How do I run my program? I don't really understand the input:

data [struct] Binary labeled training vectors.
.X [dim x num_data] Training vectors.
.y [1 x num_data] Labels (1 or 2)


Also, I'm not really sure I understand the concept of a training data set. Does it have to be a subset of the array you want to analyze or a general data set?
From: Peter Perkins on
On 4/27/2010 4:10 PM, John G wrote:
> I've got an m x m array. I want to apply Fisher discriminant analysis to
> it - the LDA in MatLab's stats toolbox isn't the Fisher one

What makes you say that? I seem to recall that many version ago, the
default may have been something other than LDA, but even then you could
ask for LDA.
From: John G on
Peter Perkins <Peter.Perkins(a)MathRemoveThisWorks.com> wrote in message <hr7o6j$ioa$1(a)fred.mathworks.com>...
> On 4/27/2010 4:10 PM, John G wrote:
> > I've got an m x m array. I want to apply Fisher discriminant analysis to
> > it - the LDA in MatLab's stats toolbox isn't the Fisher one
>
> What makes you say that? I seem to recall that many version ago, the
> default may have been something other than LDA, but even then you could
> ask for LDA.



The LDA built into the stats toolbox appears to assume covariances equal & classes distributed normally, unlike Fisher LDA, so that's why I'm trying to use the one provided by the link I mentioned in my original post.

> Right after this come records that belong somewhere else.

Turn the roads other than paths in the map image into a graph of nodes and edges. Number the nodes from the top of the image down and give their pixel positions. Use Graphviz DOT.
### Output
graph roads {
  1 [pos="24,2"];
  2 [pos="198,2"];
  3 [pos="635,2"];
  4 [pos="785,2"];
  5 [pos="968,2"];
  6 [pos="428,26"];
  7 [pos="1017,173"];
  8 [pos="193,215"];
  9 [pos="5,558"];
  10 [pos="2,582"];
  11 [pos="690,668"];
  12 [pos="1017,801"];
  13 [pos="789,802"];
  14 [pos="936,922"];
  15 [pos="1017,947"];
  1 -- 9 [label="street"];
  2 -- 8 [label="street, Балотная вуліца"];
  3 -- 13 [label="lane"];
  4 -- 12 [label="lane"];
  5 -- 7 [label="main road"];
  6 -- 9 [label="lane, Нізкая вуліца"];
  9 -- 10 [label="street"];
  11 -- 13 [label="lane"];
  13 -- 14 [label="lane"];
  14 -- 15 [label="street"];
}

I'm not really sure about how to implement it given my data (square array) or even for that matter what a training data set is? Is it a particular subarray of the data you want analyzed, is it something else? etc.
From: Peter Perkins on
On 4/27/2010 8:04 PM, John G wrote:
> The LDA built into the stats toolbox appears to assume covariances equal
> & classes distributed normally, unlike Fisher LDA,

That _is_ Fisher LDA. How do you define it? If you want _unequal_ cov
matrices, that's quadratic discriminant analysis.
From: John G on
Peter Perkins <Peter.Perkins(a)MathRemoveThisWorks.com> wrote in message <hr81mf$nn2$1(a)fred.mathworks.com>...
> On 4/27/2010 8:04 PM, John G wrote:
> > The LDA built into the stats toolbox appears to assume covariances equal
> > & classes distributed normally, unlike Fisher LDA,
>
> That _is_ Fisher LDA. How do you define it? If you want _unequal_ cov
> matrices, that's quadratic discriminant analysis.

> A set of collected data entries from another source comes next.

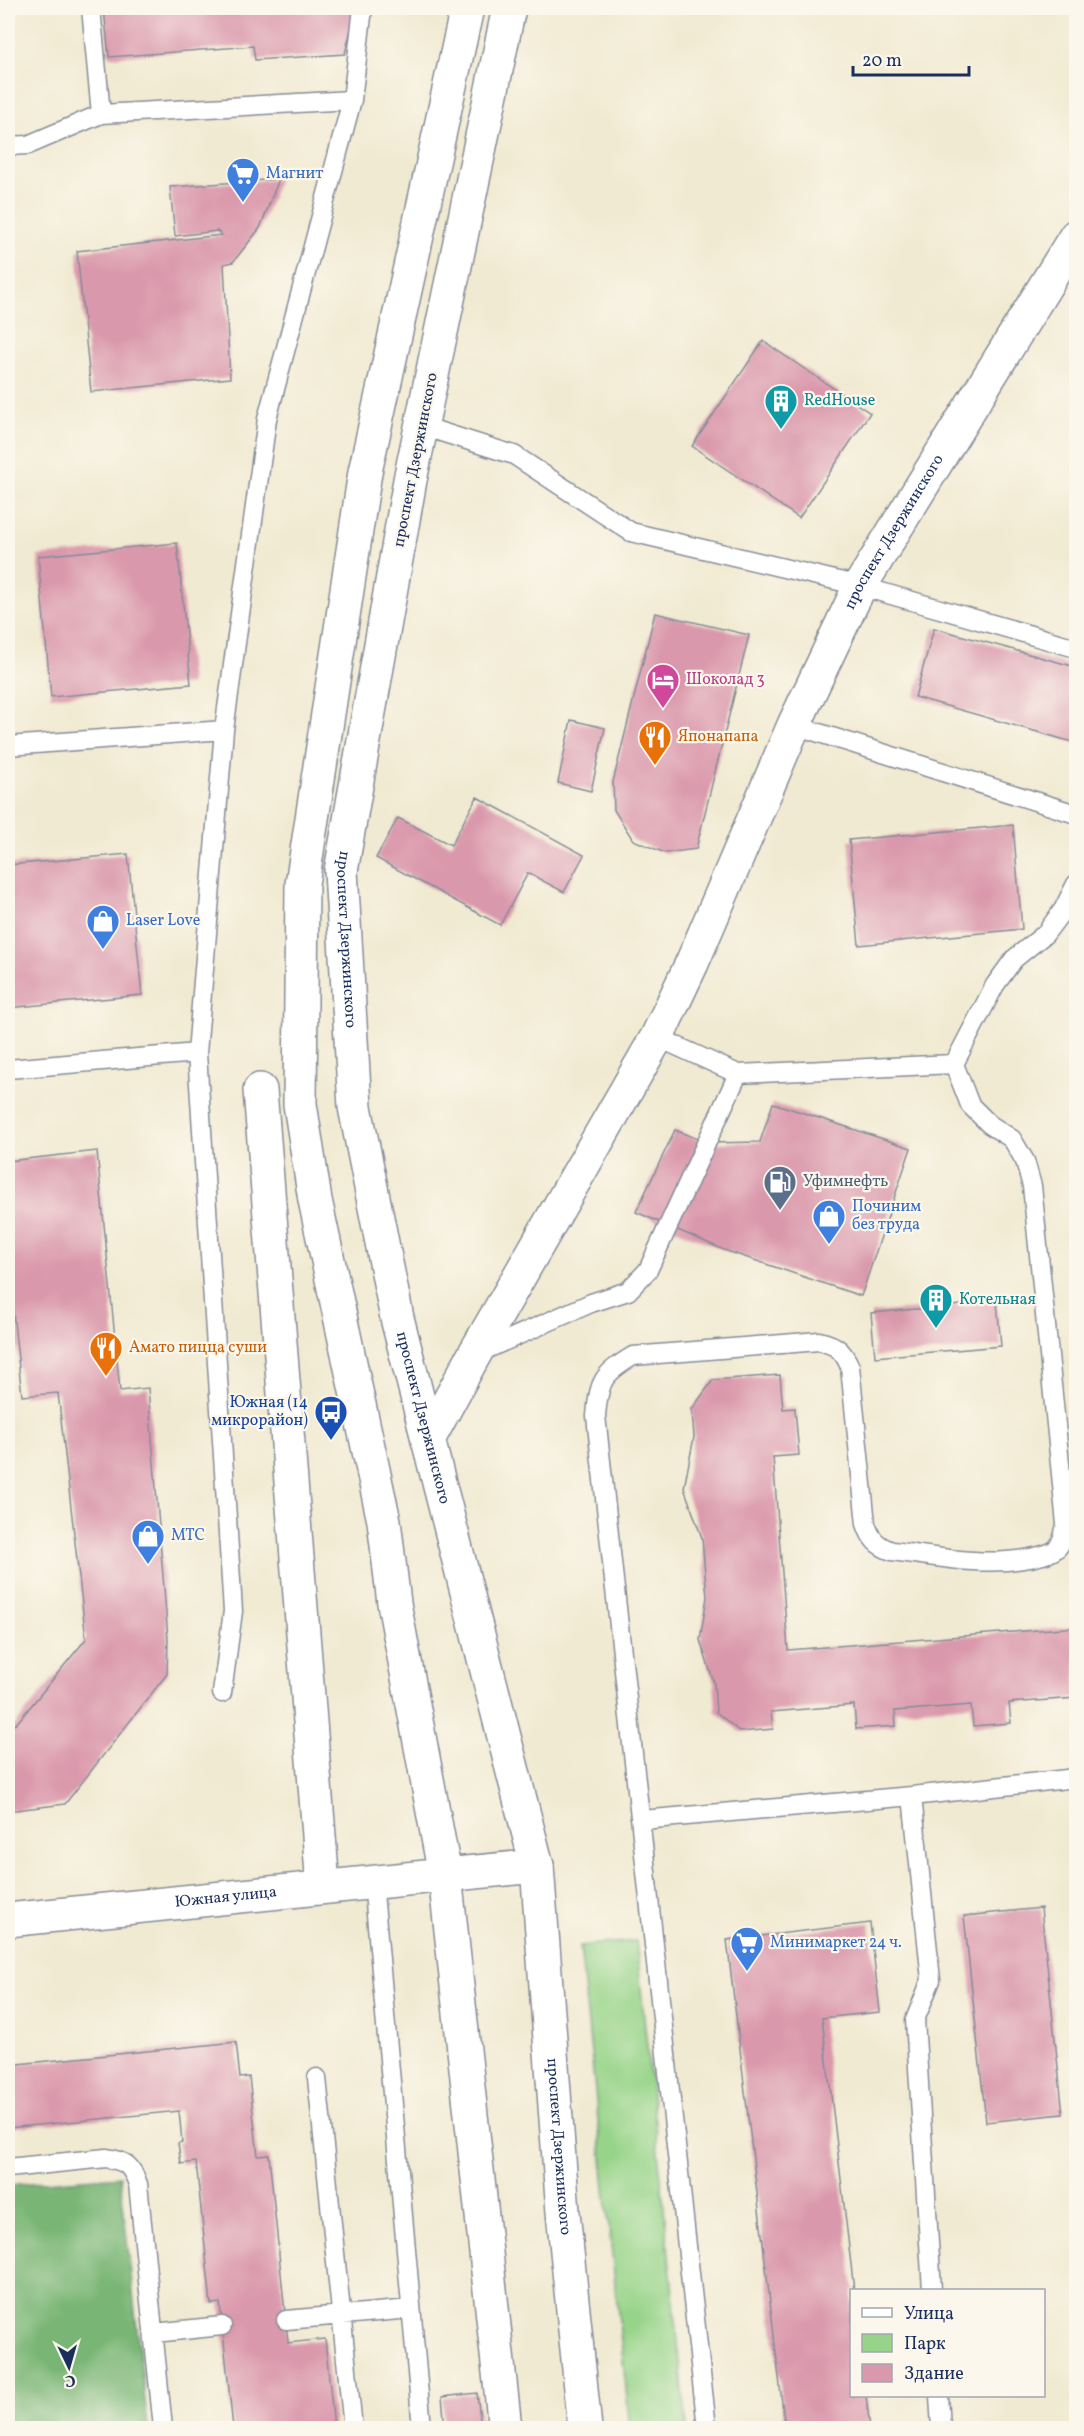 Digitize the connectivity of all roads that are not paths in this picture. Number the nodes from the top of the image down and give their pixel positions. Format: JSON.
{"nodes":[{"id":1,"x":91,"y":8,"type":"edge"},
{"id":2,"x":363,"y":8,"type":"edge"},
{"id":3,"x":466,"y":8,"type":"edge"},
{"id":4,"x":508,"y":8,"type":"edge"},
{"id":5,"x":352,"y":100,"type":"junction"},
{"id":6,"x":101,"y":114,"type":"junction"},
{"id":7,"x":8,"y":146,"type":"edge"},
{"id":8,"x":1077,"y":236,"type":"edge"},
{"id":9,"x":422,"y":426,"type":"junction"},
{"id":10,"x":860,"y":586,"type":"junction"},
{"id":11,"x":1077,"y":648,"type":"edge"},
{"id":12,"x":794,"y":725,"type":"junction"},
{"id":13,"x":224,"y":730,"type":"junction"},
{"id":14,"x":8,"y":746,"type":"edge"},
{"id":15,"x":1077,"y":814,"type":"edge"},
{"id":16,"x":1077,"y":884,"type":"edge"},
{"id":17,"x":657,"y":1037,"type":"junction"},
{"id":18,"x":197,"y":1053,"type":"junction"},
{"id":19,"x":954,"y":1064,"type":"junction"},
{"id":20,"x":8,"y":1069,"type":"edge"},
{"id":21,"x":738,"y":1074,"type":"junction"},
{"id":22,"x":260,"y":1090,"type":"dead end"},
{"id":23,"x":474,"y":1355,"type":"junction"},
{"id":24,"x":411,"y":1372,"type":"junction"},
{"id":25,"x":428,"y":1440,"type":"junction"},
{"id":26,"x":222,"y":1693,"type":"dead end"},
{"id":27,"x":1077,"y":1778,"type":"edge"},
{"id":28,"x":912,"y":1796,"type":"junction"},
{"id":29,"x":642,"y":1820,"type":"junction"},
{"id":30,"x":537,"y":1866,"type":"junction"},
{"id":31,"x":445,"y":1875,"type":"junction"},
{"id":32,"x":373,"y":1881,"type":"junction"},
{"id":33,"x":323,"y":1887,"type":"junction"},
{"id":34,"x":8,"y":1920,"type":"edge"},
{"id":35,"x":317,"y":2078,"type":"dead end"},
{"id":36,"x":8,"y":2168,"type":"edge"},
{"id":37,"x":932,"y":2289,"type":"edge"},
{"id":38,"x":411,"y":2309,"type":"junction"},
{"id":39,"x":342,"y":2315,"type":"junction"},
{"id":40,"x":286,"y":2320,"type":"dead end"},
{"id":41,"x":222,"y":2326,"type":"dead end"},
{"id":42,"x":154,"y":2333,"type":"junction"},
{"id":43,"x":939,"y":2397,"type":"edge"},
{"id":44,"x":163,"y":2428,"type":"edge"},
{"id":45,"x":353,"y":2428,"type":"edge"},
{"id":46,"x":422,"y":2428,"type":"edge"},
{"id":47,"x":505,"y":2428,"type":"edge"},
{"id":48,"x":585,"y":2428,"type":"edge"},
{"id":49,"x":707,"y":2428,"type":"edge"},
{"id":50,"x":941,"y":2428,"type":"edge"}],
"edges":[{"from":1,"to":6,"type":"lane"},
{"from":2,"to":5,"type":"lane"},
{"from":3,"to":31,"type":"street"},
{"from":4,"to":9,"type":"street","name":"проспект Дзержинского"},
{"from":5,"to":6,"type":"lane"},
{"from":5,"to":13,"type":"lane"},
{"from":6,"to":7,"type":"lane"},
{"from":8,"to":10,"type":"street","name":"проспект Дзержинского"},
{"from":9,"to":10,"type":"lane"},
{"from":9,"to":24,"type":"street","name":"проспект Дзержинского"},
{"from":10,"to":11,"type":"lane"},
{"from":10,"to":12,"type":"street","name":"проспект Дзержинского"},
{"from":12,"to":15,"type":"lane"},
{"from":12,"to":17,"type":"street","name":"проспект Дзержинского"},
{"from":13,"to":14,"type":"lane"},
{"from":13,"to":18,"type":"lane"},
{"from":16,"to":19,"type":"lane"},
{"from":17,"to":21,"type":"lane"},
{"from":17,"to":23,"type":"street","name":"проспект Дзержинского"},
{"from":18,"to":20,"type":"lane"},
{"from":18,"to":26,"type":"lane"},
{"from":19,"to":21,"type":"lane"},
{"from":19,"to":29,"type":"lane"},
{"from":21,"to":23,"type":"lane"},
{"from":22,"to":33,"type":"street"},
{"from":23,"to":24,"type":"street"},
{"from":23,"to":25,"type":"street","name":"проспект Дзержинского"},
{"from":24,"to":25,"type":"street","name":"проспект Дзержинского"},
{"from":25,"to":30,"type":"street","name":"проспект Дзержинского"},
{"from":27,"to":28,"type":"lane"},
{"from":28,"to":29,"type":"lane"},
{"from":28,"to":37,"type":"lane"},
{"from":29,"to":49,"type":"lane"},
{"from":30,"to":31,"type":"street"},
{"from":30,"to":48,"type":"street","name":"проспект Дзержинского"},
{"from":31,"to":32,"type":"street","name":"Южная улица"},
{"from":31,"to":47,"type":"street"},
{"from":32,"to":33,"type":"street","name":"Южная улица"},
{"from":32,"to":38,"type":"lane"},
{"from":33,"to":34,"type":"street","name":"Южная улица"},
{"from":35,"to":39,"type":"lane"},
{"from":36,"to":42,"type":"lane"},
{"from":38,"to":39,"type":"lane"},
{"from":38,"to":46,"type":"lane"},
{"from":39,"to":40,"type":"lane"},
{"from":39,"to":45,"type":"lane"},
{"from":41,"to":42,"type":"lane"},
{"from":42,"to":44,"type":"lane"},
{"from":43,"to":50,"type":"lane"}]}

I guess I was wrong then. I thought Fisher's LDA was a bit different (Wikipedia says it doesn't necessarily make the same assumptions as regular LDA).

How do you implement the MatLab LDA then?

[C,err,P,logp,coeff] = classify(sample,training,group,'linear')

but what would you use for group and training? The example is kind of unclear. I'm uncertain what a training data set is - is it a particular subset of the m x m array you're working with or can it be generalized to something else or what?